7. Conditions to Effectiveness. This Amendment shall become effective
on and as of the date that:
(a) the Administrative Agent shall have received counterparts of this
Amendment, duly executed and delivered by a duly authorized officer of each of
Holdings and the Borrower;
(b) the Administrative Agent shall have received executed Lender
Consent Letters, substantially in the form of Exhibit A hereto ("Lender Consent
Letters"), from Lenders whose consent is required pursuant to Section 9.1 of the
Term Loan Agreement;
(c) the Administrative Agent shall have received an executed
Acknowledgment and Consent, in the form set forth at the end of this Amendment,
from each Loan Party other than the Borrower;
(d) the Administrative Agent shall have received an executed
certificate of an officer of each of Holdings and the Borrower in form
satisfactory to the Administrative Agent as to the accuracy of the
representations and warranties set forth in Section 3 of the Term Loan Agreement
and in the other Loan Documents, the absence of any Default or Event of Default
after giving effect to this Amendment, and as to such other customary matters as
the Administrative Agent may reasonably request;
(e) the Administrative Agent shall have received for the account of
each Lender executing and delivering this Amendment by May 12, 2000 a fee of 3/8
of 1% of the aggregate principal amount Tranche A Term Loans and Tranche B Term
Loans held by such Lender under the Term Loan Agreement; and
(f) the Administrative Agent shall be satisfied that amendments to the
Revolving Credit Agreement consistent with the amendments effected hereby have
become effective.
8. Limited Consent and Amendment.
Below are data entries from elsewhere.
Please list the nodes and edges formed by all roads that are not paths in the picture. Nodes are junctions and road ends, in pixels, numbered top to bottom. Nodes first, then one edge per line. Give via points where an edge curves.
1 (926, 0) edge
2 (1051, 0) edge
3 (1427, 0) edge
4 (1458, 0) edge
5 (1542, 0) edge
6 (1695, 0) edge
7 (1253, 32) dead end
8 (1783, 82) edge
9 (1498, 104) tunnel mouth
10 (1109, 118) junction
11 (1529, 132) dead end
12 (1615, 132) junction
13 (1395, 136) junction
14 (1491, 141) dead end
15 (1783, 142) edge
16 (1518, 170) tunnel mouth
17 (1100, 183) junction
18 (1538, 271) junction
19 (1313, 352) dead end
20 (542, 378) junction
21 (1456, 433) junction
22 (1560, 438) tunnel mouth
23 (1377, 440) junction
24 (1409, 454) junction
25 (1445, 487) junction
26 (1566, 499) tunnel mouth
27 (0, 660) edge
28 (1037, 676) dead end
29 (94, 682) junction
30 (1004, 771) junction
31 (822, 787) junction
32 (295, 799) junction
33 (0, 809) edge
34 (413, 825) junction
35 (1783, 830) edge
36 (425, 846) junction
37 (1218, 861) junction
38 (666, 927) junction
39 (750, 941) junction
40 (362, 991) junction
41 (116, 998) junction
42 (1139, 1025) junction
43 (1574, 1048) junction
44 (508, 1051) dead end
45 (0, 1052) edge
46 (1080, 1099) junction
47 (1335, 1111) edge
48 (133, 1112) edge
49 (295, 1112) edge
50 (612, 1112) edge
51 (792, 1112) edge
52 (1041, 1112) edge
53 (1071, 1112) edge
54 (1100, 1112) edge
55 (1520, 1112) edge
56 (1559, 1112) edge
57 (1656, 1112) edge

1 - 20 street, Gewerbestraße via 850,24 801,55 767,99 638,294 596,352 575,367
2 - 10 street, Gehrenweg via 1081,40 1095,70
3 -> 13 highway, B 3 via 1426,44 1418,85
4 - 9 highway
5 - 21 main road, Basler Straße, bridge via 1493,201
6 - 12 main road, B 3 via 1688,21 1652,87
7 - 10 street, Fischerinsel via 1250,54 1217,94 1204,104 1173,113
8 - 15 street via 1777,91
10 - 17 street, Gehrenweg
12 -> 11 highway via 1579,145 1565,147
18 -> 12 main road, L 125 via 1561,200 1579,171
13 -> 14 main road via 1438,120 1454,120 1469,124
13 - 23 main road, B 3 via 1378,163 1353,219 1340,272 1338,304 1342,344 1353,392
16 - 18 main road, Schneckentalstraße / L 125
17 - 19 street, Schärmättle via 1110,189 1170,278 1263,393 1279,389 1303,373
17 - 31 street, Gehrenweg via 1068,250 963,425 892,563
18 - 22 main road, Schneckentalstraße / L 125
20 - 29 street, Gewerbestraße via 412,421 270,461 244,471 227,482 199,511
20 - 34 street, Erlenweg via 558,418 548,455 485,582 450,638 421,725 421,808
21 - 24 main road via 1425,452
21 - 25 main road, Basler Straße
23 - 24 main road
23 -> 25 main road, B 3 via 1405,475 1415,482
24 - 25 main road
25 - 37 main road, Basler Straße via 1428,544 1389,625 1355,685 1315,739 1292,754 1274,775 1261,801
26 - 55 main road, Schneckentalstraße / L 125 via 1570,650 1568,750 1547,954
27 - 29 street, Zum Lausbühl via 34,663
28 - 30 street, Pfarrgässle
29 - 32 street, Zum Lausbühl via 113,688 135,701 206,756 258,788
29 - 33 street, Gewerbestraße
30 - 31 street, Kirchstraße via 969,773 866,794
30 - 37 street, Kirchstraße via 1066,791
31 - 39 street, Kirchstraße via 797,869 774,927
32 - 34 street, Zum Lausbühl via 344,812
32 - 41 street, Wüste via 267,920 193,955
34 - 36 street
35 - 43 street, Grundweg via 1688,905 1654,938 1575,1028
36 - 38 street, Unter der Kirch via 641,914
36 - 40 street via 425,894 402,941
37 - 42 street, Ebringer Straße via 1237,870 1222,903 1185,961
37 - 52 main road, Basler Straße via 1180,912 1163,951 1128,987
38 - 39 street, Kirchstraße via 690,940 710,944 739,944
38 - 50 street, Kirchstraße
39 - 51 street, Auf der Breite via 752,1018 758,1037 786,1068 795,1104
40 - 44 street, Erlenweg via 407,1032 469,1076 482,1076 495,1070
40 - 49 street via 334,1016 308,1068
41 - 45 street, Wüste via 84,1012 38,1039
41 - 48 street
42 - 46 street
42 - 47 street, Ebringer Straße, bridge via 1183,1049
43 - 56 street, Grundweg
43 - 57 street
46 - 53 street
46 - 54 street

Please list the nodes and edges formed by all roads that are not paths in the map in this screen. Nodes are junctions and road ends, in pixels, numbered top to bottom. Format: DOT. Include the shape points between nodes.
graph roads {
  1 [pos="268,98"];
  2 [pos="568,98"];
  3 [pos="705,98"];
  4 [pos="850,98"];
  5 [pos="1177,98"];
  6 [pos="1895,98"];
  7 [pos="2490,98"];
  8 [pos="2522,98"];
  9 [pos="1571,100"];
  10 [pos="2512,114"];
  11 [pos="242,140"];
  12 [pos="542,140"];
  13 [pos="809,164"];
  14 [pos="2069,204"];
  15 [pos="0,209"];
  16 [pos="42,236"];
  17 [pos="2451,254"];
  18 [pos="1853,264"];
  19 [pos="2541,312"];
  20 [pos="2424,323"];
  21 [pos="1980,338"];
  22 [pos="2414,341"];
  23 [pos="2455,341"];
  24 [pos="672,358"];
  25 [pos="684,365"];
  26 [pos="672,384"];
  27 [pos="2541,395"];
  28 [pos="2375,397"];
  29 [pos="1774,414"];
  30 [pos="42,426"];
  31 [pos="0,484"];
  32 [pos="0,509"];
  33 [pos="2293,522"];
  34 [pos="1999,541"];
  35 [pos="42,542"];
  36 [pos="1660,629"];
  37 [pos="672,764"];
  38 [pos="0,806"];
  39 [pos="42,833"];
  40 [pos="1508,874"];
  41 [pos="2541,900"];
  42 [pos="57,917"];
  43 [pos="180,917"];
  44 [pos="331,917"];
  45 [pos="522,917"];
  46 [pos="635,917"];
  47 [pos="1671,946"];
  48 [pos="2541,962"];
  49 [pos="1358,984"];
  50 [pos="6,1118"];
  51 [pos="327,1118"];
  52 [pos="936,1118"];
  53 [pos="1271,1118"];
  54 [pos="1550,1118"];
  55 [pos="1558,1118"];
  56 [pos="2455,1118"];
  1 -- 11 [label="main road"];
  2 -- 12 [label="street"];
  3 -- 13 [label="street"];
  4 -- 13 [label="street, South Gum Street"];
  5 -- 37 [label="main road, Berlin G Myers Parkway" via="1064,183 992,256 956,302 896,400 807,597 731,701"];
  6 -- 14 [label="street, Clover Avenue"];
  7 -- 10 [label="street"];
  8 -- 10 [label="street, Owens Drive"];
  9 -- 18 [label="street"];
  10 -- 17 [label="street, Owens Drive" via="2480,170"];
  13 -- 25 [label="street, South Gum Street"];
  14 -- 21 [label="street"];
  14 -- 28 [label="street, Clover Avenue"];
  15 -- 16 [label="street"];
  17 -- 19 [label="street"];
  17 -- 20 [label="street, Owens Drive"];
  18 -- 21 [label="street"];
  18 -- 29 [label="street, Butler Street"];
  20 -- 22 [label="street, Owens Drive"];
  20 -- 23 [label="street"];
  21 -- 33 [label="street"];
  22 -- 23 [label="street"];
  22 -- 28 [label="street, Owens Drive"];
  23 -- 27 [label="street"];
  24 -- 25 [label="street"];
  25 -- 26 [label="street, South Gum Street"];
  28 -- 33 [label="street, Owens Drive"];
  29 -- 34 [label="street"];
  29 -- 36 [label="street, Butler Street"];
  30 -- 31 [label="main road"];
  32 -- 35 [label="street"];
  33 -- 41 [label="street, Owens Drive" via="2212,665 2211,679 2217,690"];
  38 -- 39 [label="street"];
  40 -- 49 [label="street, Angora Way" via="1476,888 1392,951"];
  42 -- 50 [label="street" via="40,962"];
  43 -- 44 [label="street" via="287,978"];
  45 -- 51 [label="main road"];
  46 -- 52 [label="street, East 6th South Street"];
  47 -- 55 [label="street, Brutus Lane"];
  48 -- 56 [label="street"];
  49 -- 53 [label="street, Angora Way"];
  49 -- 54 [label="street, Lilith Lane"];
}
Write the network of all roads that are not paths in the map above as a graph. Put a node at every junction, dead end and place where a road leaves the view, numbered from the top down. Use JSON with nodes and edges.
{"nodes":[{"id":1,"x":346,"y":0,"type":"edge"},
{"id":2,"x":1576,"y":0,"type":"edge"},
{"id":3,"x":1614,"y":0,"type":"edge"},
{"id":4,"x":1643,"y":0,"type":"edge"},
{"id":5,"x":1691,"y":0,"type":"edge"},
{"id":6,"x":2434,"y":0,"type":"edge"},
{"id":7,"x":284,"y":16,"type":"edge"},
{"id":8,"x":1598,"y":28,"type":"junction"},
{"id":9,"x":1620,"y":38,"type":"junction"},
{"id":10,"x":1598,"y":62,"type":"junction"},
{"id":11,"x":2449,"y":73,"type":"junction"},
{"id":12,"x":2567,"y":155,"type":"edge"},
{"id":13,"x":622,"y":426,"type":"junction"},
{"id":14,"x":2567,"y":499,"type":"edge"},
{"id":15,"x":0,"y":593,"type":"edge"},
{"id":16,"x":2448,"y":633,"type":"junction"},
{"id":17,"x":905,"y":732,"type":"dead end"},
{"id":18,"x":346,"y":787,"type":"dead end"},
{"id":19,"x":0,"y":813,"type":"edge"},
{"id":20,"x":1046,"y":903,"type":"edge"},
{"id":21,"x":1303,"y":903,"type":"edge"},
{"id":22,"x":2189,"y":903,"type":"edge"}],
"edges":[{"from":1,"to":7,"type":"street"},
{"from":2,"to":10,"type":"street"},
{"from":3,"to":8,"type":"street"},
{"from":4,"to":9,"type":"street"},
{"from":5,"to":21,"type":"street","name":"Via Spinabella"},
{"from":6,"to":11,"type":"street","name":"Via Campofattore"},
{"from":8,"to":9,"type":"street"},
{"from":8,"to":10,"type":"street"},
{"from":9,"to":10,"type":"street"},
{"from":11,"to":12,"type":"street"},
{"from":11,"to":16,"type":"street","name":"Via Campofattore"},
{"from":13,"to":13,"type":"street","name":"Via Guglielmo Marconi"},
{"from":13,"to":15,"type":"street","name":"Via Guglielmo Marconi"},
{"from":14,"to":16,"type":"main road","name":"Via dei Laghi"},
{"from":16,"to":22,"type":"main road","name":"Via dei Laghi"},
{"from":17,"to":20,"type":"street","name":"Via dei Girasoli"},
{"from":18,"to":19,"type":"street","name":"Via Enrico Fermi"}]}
Except as expressly amended herein,
the Term Loan Agreement shall continue to be, and shall remain, in full force
and effect. This Amendment shall not be deemed to be a waiver of, or consent to,
or a modification or amendment of, any other term or condition of the Term Loan
Agreement or any other Loan Document or to prejudice any other right or rights
which the Lenders may now have or may have in the future under or in connection
with the Term Loan Agreement or any of the instruments or agreements referred to
therein, as the same may be amended from time to time.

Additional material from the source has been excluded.